■ Work task
Provide only the number of lines below that contain the word "Vicuña".

■ Entries supplied
**********
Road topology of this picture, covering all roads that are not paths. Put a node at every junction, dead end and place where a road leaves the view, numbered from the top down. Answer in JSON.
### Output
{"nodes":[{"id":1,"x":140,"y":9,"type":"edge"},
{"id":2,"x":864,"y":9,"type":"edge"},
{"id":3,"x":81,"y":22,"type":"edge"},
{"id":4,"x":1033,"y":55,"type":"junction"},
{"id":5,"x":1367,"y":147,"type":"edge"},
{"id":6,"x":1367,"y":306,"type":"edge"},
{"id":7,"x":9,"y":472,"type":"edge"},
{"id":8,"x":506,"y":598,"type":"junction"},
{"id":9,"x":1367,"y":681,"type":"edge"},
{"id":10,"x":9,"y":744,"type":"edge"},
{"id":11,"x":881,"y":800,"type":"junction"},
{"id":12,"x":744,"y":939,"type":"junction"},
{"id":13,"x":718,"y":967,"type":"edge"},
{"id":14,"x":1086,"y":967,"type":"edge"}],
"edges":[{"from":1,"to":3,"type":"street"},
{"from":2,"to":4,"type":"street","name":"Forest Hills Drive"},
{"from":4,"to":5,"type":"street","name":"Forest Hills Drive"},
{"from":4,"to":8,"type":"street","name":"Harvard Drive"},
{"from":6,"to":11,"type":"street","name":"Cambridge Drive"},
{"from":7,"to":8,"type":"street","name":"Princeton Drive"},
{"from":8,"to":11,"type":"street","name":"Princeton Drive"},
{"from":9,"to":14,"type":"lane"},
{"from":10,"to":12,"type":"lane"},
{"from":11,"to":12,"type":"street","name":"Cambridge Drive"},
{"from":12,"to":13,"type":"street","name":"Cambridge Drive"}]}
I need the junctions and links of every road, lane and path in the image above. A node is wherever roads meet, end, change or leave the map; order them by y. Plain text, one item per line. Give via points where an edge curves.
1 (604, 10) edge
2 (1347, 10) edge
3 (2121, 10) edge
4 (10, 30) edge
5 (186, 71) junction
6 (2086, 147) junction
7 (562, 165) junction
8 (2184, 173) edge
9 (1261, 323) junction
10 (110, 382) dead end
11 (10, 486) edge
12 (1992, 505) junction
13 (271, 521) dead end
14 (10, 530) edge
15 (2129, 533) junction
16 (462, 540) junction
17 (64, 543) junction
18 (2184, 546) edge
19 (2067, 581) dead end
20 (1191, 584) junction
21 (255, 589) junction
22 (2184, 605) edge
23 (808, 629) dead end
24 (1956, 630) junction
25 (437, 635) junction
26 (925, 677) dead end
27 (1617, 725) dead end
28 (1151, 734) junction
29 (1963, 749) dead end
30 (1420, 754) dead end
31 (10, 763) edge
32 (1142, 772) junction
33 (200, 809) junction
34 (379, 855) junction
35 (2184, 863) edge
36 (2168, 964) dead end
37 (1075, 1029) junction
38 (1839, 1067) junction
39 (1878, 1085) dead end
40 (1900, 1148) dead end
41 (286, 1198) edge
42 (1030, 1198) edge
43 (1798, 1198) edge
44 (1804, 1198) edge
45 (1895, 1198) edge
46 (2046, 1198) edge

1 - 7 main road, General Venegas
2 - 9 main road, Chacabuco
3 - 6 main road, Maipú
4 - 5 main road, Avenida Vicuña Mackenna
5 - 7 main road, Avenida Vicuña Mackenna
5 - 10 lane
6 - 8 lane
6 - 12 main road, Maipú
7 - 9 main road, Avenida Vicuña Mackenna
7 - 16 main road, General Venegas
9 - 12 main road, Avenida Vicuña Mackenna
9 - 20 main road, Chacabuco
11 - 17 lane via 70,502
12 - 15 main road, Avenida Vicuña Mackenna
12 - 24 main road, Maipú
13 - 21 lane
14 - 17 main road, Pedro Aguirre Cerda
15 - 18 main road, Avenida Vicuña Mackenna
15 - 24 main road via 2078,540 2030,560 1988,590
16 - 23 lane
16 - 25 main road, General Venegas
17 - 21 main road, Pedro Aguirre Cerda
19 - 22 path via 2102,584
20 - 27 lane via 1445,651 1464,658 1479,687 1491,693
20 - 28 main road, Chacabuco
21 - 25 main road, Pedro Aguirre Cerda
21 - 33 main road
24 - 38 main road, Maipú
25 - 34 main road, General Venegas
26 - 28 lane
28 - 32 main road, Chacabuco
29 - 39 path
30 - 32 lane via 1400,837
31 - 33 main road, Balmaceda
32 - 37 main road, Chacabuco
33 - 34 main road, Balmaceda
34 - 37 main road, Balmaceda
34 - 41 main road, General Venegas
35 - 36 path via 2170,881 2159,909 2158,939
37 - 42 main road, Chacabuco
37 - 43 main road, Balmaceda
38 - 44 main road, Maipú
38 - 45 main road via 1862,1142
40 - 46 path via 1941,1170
**********
■ The answer
6